━━━━━ Data to use ━━━━━

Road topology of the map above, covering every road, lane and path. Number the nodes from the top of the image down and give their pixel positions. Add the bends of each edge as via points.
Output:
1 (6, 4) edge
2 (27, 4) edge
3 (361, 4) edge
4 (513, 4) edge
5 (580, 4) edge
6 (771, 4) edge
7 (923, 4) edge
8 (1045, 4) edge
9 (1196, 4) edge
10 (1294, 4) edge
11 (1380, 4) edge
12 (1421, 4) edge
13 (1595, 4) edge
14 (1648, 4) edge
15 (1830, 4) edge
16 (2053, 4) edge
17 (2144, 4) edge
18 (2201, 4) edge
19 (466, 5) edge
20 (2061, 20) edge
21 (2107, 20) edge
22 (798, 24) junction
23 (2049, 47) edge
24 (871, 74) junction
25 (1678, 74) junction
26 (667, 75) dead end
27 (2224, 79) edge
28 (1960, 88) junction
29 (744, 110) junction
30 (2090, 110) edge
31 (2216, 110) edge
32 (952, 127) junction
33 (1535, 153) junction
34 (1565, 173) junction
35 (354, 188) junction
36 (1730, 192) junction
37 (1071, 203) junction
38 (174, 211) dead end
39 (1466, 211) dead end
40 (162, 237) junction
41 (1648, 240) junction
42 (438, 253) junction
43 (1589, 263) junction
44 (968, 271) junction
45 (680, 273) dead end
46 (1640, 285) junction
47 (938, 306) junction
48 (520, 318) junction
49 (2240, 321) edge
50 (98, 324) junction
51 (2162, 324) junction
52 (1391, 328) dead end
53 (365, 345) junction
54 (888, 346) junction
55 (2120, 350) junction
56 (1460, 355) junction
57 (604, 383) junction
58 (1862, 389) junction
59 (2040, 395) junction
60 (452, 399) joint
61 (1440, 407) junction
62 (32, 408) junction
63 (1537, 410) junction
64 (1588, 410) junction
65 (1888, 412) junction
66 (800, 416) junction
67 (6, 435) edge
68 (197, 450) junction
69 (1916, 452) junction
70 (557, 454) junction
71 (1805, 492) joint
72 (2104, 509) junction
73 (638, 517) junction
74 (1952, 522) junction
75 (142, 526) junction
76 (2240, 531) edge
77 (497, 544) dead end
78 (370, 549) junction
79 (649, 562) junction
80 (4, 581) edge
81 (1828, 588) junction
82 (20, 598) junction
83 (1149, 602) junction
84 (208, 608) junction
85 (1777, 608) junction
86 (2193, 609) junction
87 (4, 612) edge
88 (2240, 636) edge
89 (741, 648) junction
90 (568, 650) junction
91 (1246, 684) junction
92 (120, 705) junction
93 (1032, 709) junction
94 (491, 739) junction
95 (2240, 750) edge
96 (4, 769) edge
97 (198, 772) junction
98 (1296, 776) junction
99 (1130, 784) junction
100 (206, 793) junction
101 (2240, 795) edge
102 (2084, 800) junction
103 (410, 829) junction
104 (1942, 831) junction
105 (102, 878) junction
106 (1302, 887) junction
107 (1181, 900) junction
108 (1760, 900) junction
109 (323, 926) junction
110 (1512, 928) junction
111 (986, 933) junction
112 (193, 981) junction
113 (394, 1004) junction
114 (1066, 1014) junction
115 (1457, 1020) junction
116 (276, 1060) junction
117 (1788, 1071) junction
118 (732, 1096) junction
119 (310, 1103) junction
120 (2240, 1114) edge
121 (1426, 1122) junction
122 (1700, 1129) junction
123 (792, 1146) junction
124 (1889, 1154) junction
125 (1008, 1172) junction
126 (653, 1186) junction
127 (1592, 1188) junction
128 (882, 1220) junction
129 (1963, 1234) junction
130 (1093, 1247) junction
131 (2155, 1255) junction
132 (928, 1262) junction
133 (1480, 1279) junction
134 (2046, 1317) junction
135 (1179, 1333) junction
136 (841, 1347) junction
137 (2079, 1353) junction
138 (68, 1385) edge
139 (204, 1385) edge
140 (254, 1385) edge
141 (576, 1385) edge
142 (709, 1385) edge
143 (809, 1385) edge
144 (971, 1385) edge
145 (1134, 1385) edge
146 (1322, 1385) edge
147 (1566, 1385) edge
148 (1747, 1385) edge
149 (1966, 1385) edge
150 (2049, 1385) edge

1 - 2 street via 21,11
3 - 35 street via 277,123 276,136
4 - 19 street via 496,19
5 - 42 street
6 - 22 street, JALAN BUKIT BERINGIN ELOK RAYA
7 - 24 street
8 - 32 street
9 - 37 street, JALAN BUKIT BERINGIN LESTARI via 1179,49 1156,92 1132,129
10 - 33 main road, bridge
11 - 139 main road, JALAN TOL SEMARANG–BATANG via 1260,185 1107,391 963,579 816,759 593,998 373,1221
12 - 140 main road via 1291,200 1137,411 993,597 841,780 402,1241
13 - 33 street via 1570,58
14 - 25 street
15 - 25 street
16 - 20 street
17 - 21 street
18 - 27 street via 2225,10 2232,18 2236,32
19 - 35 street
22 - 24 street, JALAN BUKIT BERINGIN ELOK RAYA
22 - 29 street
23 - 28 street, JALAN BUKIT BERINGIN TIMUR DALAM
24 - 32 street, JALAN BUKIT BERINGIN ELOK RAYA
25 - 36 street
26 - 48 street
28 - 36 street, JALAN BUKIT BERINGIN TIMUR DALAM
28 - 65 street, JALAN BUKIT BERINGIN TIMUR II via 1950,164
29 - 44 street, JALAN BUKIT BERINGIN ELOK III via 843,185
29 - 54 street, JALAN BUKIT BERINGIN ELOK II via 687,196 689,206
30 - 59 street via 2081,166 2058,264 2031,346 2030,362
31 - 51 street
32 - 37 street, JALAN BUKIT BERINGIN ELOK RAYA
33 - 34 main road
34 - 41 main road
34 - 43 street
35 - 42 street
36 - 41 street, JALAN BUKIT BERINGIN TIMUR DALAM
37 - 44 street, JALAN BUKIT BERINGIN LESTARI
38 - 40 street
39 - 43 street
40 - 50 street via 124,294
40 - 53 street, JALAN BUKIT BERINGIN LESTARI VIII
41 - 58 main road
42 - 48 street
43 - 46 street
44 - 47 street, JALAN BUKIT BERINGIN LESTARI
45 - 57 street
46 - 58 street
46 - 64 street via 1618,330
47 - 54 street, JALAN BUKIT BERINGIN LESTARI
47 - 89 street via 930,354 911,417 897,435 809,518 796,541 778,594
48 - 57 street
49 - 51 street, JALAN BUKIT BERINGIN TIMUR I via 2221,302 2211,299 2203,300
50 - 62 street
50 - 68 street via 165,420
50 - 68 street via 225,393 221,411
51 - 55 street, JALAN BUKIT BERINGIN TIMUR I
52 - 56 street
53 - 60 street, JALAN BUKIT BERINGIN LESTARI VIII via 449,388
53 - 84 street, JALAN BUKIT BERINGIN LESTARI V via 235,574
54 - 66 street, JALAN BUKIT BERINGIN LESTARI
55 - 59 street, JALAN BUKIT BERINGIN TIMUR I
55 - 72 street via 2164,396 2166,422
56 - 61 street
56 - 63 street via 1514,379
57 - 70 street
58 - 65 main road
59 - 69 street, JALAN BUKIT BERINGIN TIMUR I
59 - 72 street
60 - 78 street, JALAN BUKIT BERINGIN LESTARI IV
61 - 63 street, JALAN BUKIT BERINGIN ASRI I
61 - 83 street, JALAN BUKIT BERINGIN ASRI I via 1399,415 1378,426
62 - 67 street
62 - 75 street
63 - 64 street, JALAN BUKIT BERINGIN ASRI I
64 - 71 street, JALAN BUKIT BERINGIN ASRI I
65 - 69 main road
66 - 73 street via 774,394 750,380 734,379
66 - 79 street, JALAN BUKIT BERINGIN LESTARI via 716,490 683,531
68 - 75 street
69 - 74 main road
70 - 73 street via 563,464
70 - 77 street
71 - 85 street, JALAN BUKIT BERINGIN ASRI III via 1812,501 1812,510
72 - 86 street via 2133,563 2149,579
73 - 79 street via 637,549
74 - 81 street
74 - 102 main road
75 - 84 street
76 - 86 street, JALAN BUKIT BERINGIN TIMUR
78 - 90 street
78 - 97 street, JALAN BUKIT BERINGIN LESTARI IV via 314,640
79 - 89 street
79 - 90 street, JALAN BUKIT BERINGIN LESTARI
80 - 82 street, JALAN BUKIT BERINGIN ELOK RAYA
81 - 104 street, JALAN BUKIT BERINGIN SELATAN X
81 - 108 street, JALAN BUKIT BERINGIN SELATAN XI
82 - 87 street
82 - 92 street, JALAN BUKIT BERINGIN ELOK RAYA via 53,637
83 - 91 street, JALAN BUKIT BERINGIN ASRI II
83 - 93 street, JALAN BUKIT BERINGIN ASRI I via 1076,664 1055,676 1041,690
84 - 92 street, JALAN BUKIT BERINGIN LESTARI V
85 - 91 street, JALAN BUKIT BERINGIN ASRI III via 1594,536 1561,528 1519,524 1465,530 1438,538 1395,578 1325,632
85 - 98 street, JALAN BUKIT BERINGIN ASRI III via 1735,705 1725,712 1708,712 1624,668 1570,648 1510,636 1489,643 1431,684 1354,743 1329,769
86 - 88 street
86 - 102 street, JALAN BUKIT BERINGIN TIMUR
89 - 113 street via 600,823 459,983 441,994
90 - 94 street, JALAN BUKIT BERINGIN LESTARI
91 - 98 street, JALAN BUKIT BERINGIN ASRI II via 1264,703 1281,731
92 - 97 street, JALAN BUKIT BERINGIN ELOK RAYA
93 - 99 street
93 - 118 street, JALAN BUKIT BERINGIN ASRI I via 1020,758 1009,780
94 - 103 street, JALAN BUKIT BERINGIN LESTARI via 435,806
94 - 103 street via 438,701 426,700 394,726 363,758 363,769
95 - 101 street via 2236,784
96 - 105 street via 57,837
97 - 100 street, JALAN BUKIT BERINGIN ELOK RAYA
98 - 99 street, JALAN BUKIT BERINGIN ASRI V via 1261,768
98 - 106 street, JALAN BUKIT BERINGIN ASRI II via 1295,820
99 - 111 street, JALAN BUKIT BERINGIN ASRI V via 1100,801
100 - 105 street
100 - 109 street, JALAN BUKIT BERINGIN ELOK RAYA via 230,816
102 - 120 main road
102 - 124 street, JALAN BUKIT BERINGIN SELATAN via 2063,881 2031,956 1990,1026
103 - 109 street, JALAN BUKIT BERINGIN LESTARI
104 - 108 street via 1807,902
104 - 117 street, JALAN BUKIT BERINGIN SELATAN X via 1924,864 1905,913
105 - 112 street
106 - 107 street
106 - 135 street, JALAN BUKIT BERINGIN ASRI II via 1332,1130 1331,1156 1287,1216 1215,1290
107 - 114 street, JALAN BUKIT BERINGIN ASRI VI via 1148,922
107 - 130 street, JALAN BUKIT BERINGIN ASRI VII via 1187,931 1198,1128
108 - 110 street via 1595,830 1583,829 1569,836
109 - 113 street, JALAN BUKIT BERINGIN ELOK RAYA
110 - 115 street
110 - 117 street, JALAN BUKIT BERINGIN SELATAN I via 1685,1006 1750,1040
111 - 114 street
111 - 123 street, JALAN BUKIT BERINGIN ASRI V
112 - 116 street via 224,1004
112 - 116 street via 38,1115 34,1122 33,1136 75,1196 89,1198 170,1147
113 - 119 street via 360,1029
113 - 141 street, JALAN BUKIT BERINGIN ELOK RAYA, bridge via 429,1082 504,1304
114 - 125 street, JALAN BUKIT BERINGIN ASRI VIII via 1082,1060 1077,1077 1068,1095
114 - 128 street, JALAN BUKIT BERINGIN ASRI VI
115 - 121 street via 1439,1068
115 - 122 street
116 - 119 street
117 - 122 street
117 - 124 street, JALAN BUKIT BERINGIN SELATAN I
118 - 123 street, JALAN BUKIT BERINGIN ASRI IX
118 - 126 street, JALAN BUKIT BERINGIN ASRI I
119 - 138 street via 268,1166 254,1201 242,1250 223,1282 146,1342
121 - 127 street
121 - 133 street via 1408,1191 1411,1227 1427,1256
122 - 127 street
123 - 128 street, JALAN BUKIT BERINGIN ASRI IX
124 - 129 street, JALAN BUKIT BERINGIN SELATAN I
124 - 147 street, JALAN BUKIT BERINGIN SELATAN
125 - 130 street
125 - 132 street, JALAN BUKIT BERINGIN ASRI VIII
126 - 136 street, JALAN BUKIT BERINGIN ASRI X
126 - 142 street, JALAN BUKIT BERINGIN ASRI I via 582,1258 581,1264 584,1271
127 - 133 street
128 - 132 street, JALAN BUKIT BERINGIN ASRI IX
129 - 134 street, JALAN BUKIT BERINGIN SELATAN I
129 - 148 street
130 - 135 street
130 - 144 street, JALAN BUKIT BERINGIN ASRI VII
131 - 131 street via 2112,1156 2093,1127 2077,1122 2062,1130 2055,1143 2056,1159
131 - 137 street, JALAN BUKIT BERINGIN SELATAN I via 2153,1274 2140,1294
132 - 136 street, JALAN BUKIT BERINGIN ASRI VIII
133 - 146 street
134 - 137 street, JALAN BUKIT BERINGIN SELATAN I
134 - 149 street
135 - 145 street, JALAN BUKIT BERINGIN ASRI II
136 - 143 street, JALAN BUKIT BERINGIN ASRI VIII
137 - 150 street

━━━━━

▶ _About this exercise_: Scan the lines above for the word "SELATAN", then copy each line that has it.

▶ _Exercise response_:
81 - 104 street, JALAN BUKIT BERINGIN SELATAN X
81 - 108 street, JALAN BUKIT BERINGIN SELATAN XI
102 - 124 street, JALAN BUKIT BERINGIN SELATAN via 2063,881 2031,956 1990,1026
104 - 117 street, JALAN BUKIT BERINGIN SELATAN X via 1924,864 1905,913
110 - 117 street, JALAN BUKIT BERINGIN SELATAN I via 1685,1006 1750,1040
117 - 124 street, JALAN BUKIT BERINGIN SELATAN I
124 - 129 street, JALAN BUKIT BERINGIN SELATAN I
124 - 147 street, JALAN BUKIT BERINGIN SELATAN
129 - 134 street, JALAN BUKIT BERINGIN SELATAN I
131 - 137 street, JALAN BUKIT BERINGIN SELATAN I via 2153,1274 2140,1294
134 - 137 street, JALAN BUKIT BERINGIN SELATAN I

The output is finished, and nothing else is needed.